An apple farm in full bloom

This year has been a strange one weather-wise for New York. The winter was uncharacteristically short and mild, the spring was cool, and now we’re experiencing a hot and rather dry summer.

New York farmers depend on the predictability of seasonal temperatures and weather conditions to know when to plant and harvest their crops. But what happens when the weather is not so predictable? What effect has this year’s weather had on farmers’ growing and harvesting seasons? To find out, we spoke to Shawn Bossard, farm manager and instructor at Morrisville State College.

Mr. Bossard has managed the dairy facility at MSC for seven years, but his experience with farming goes well beyond livestock. At Morrisville’s Teaching and Research Farm, students and faculty study atmospheric conditions and rainfall trends for a month before planting their crop in mid-April through May in hopes of a measurable harvest.

How do weather patterns affect our farming season?

We spoke to Mr. Bossard to find out what an optimal planting season is like for New York farmers. According to him, “Dry soil with some moisture is best for planting, and after that, crops need a balance of wet and dry spells to flourish and allow for field work. A spring that is dry enough for field work and then rains in the freshly planted seed is optimal. Once the seed is in the ground, we hope for a warm June-July to help our crops grow.” It’s a delicate process that Morrisville students are learning to master.

Strange and unpredictable weather patterns have different effects on different crops. Mr. Bossard says maple trees thrived this year: the mild winter and early, yet cool spring yielded an early, and bountiful, maple syrup season.

This is due to the tree’s physiology. Only under a unique set of conditions can a maple tree produce sap. According to Cornell University’s Sugar Maple Research & Extension Program, during warm periods, pressure builds in maple trees, causing the sap to flow out of the tree. During cold periods with freezing temperatures, suction draws water into the tree, replenishing the sap.

This means that in order to get the best maple syrup, temperatures during the day should reach around 40 degrees F, but at night they should drop below freezing. Because of this winter’s relatively warm weather, maple production started early resulting in fresh maple syrup hitting the shelves earlier than usual.

Maple trees won’t be the only crops affected by this year’s weather. New York’s apple trees may have unknown outputs this year due to a cool spring and dry summer.

How do we deal with changing weather patterns?

“The Finger Lakes region and part of Western New York is in crisis mode because it’s so dry,” said Mr. Bossard. “The warm weather with little snow set us up for a dry growing season.”

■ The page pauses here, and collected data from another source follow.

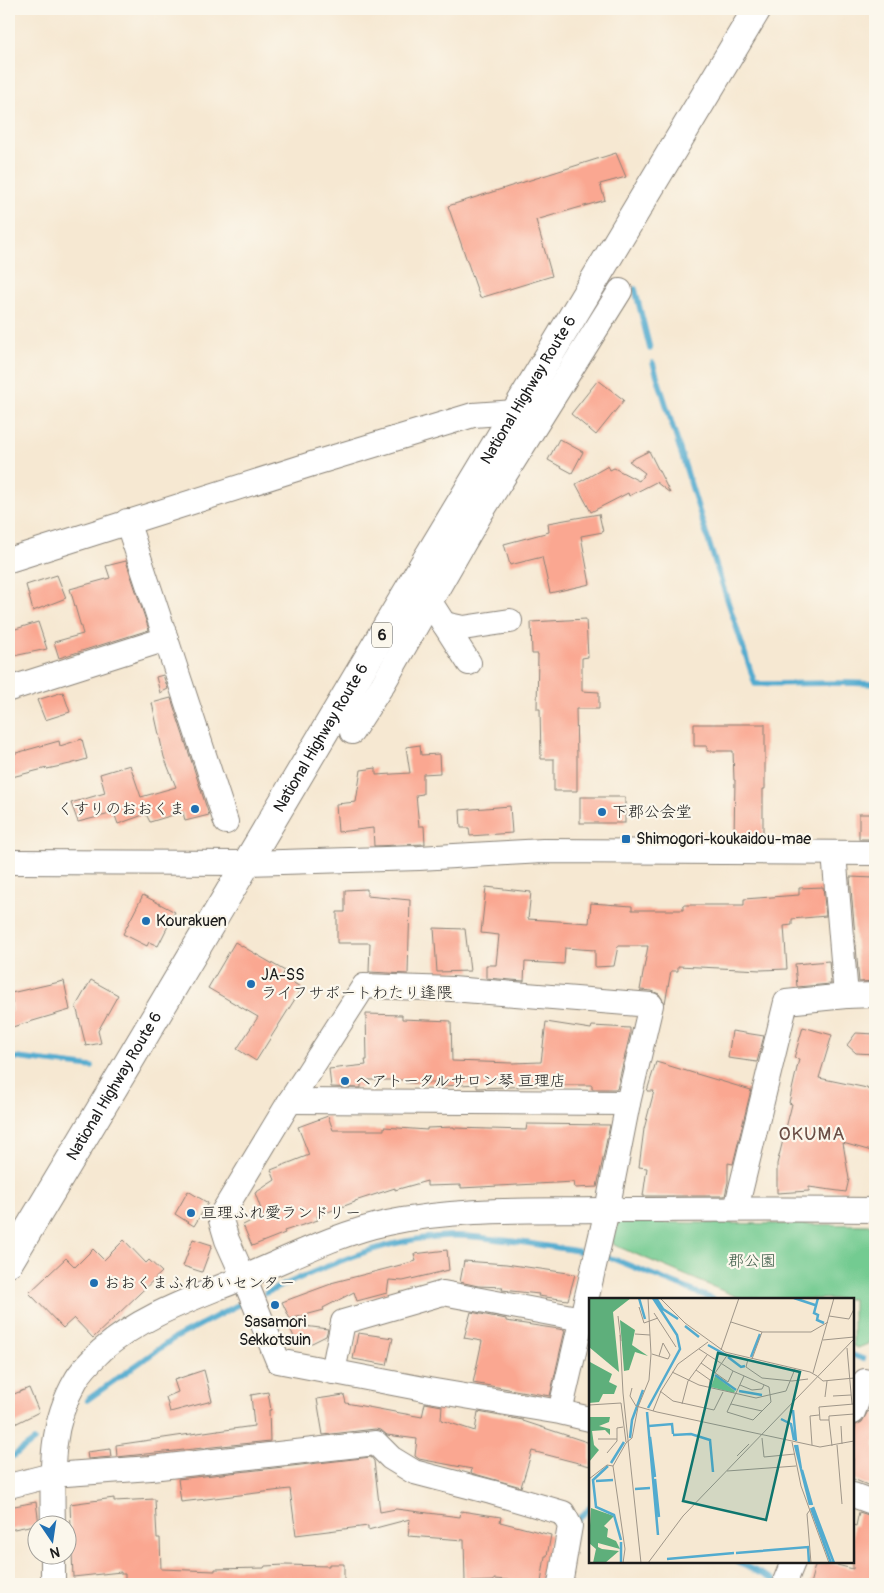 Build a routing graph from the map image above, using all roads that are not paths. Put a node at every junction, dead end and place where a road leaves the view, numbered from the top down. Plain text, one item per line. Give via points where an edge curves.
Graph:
1 (757, 9) edge
2 (620, 291) dead end
3 (516, 412) junction
4 (127, 522) junction
5 (9, 560) edge
6 (415, 579) junction
7 (430, 603) junction
8 (510, 621) dead end
9 (444, 624) junction
10 (166, 639) junction
11 (469, 663) dead end
12 (9, 689) edge
13 (352, 732) dead end
14 (226, 822) dead end
15 (834, 853) junction
16 (875, 853) edge
17 (9, 862) edge
18 (246, 863) junction
19 (875, 995) edge
20 (846, 996) junction
21 (290, 1101) junction
22 (628, 1103) junction
23 (736, 1209) junction
24 (607, 1210) junction
25 (875, 1210) edge
26 (9, 1262) edge
27 (244, 1278) junction
28 (582, 1318) junction
29 (333, 1372) junction
30 (864, 1381) edge
31 (854, 1409) edge
32 (560, 1412) junction
33 (589, 1419) edge
34 (52, 1475) junction
35 (9, 1486) edge
36 (854, 1495) edge
37 (875, 1503) edge
38 (53, 1516) edge
39 (793, 1563) edge
40 (53, 1566) edge
41 (53, 1584) edge
42 (560, 1584) edge
43 (784, 1584) edge

1 - 3 highway, National Highway Route 6 / 6
2 - 7 street via 481,513
3 - 4 street via 473,415
3 - 6 highway, National Highway Route 6 / 6
4 - 5 street
4 - 10 street
6 - 7 street
6 - 18 highway, National Highway Route 6 / 6
7 - 9 street
7 - 13 street
8 - 9 street via 463,628
9 - 11 street
10 - 12 street
10 - 14 street
15 - 16 street
15 - 18 street via 543,851
15 - 20 street
17 - 18 street
18 - 26 highway, National Highway Route 6 / 6
19 - 20 street
20 - 23 street via 786,1002
21 - 22 street
21 - 22 street via 364,986 452,989 651,1006
21 - 27 street via 221,1220
22 - 24 street
23 - 24 street
23 - 25 street
24 - 27 street via 483,1211 436,1214 386,1223 330,1241
24 - 28 street
27 - 29 street via 278,1361
27 - 34 street via 144,1320 93,1358 76,1378 67,1397 56,1432
28 - 29 street via 444,1293 344,1322
28 - 32 street
29 - 32 street
30 - 31 street
32 - 33 street
34 - 35 street
34 - 38 street
34 - 42 street via 151,1468 376,1443 391,1458 414,1472 562,1514 570,1526
36 - 37 street
39 - 43 street
40 - 41 street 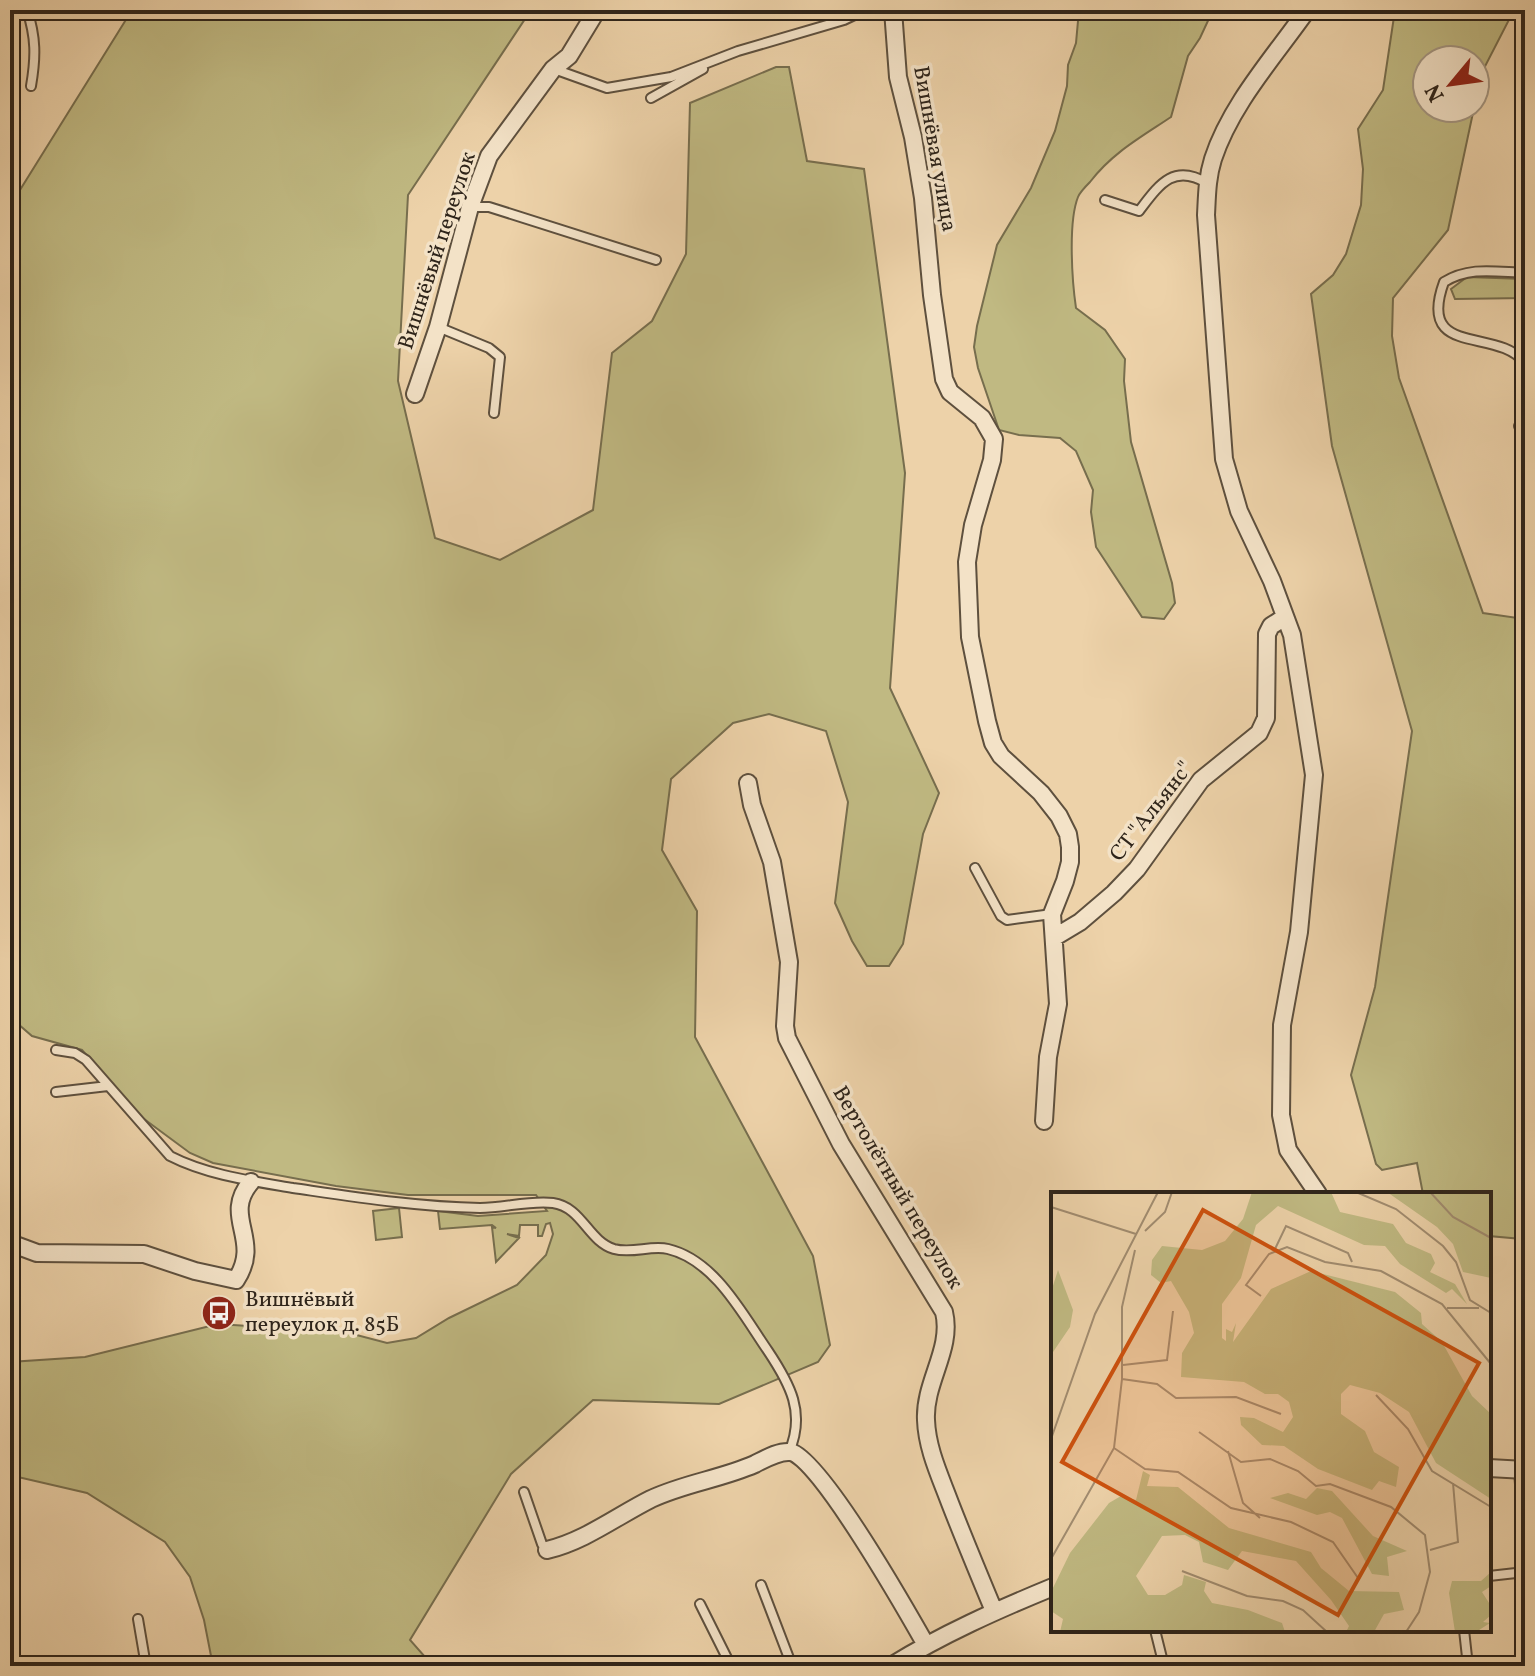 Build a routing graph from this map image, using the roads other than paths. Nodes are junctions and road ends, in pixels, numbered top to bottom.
1 (27, 10) edge
2 (597, 10) edge
3 (865, 10) edge
4 (893, 10) edge
5 (1307, 10) edge
6 (726, 56) junction
7 (553, 69) junction
8 (31, 86) dead end
9 (651, 98) dead end
10 (1207, 183) junction
11 (1105, 200) dead end
12 (470, 207) junction
13 (656, 260) dead end
14 (1525, 273) edge
15 (438, 327) junction
16 (1525, 363) edge
17 (415, 394) dead end
18 (494, 413) dead end
19 (1519, 426) dead end
20 (1525, 439) edge
21 (1285, 617) junction
22 (748, 783) dead end
23 (975, 868) dead end
24 (1052, 914) junction
25 (1055, 937) junction
26 (56, 1050) dead end
27 (108, 1086) junction
28 (56, 1092) dead end
29 (1044, 1121) dead end
30 (251, 1182) junction
31 (1317, 1192) edge
32 (10, 1243) edge
33 (789, 1452) junction
34 (1491, 1468) edge
35 (1522, 1470) edge
36 (524, 1492) dead end
37 (547, 1550) joint
38 (1525, 1555) edge
39 (1525, 1572) edge
40 (1491, 1576) edge
41 (761, 1585) dead end
42 (1051, 1588) edge
43 (700, 1604) dead end
44 (994, 1611) junction
45 (138, 1619) dead end
46 (1156, 1632) edge
47 (1464, 1632) edge
48 (926, 1645) junction
49 (146, 1666) edge
50 (731, 1666) edge
51 (792, 1666) edge
52 (891, 1666) edge
53 (1164, 1666) edge
54 (1468, 1666) edge

1 - 8 lane
2 - 7 street, Вишнёвый переулок
3 - 6 lane
4 - 24 street, Вишнёвая улица
5 - 10 street
6 - 7 lane
6 - 9 lane
7 - 12 street, Вишнёвый переулок
10 - 11 lane
10 - 21 street
12 - 13 lane
12 - 15 street, Вишнёвый переулок
14 - 16 lane
15 - 17 street, Вишнёвый переулок
15 - 18 lane
19 - 20 lane
21 - 25 street, СТ "Альянс"
21 - 31 street
22 - 44 street, Вертолётный переулок
23 - 24 lane
24 - 25 street
25 - 29 street
26 - 27 lane
27 - 28 lane
27 - 30 lane
30 - 32 street
30 - 33 lane
33 - 37 street
33 - 48 street
34 - 35 street
35 - 38 lane
36 - 37 lane
39 - 40 lane
41 - 51 lane
42 - 44 street
43 - 50 lane
44 - 48 street
45 - 49 lane
46 - 53 lane
47 - 54 lane
48 - 52 street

This presents a difficulty for apple orchards. According to Mr. Bossard, apples are a customer-driven crop because customers have flavor preferences for which type of apple they like best. Late frosts and dry summers are a challenge, and the fruit crop has to be managed accordingly. In addition to apples, conventional crop farmers are also looking at varieties of corn that offer drought resistance. And farmers that grew wheat and barley this year are doing extremely well, as those are arid crops.

Despite this, Mr. Bossard tells us conditions could be worse, citing an oft-quoted farming mantra: “Dry weather will scare you, but wet weather will kill you.” He means that although dry weather will lower harvest yields, the quality of the crop will not suffer.

At Morrisville, faculty and students work with soil quality to ensure healthy crops even in drought. “If we pay attention to our soil health, we can mitigate the extreme weather,” Mr. Bossard said.

Picture 12

Equipment on MSC’s Teaching and Research Farm, being used to research corn hybrids.

Part of this practice is for farmers to plant cover crops such as rye or clover that can mitigate low rainfall or non-optimal growing conditions by building soil organic matter. With this in mind, faculty and students at Morrisville planted sorghum, a cover crop that is highly resistant to drought. Crops like sorghum followed by a cover crop can produce healthy soil that absorbs water after a dry spell, providing land that will yield better crops in the future. The more organic matter that is present in the soil, the more water that can be absorbed and retained.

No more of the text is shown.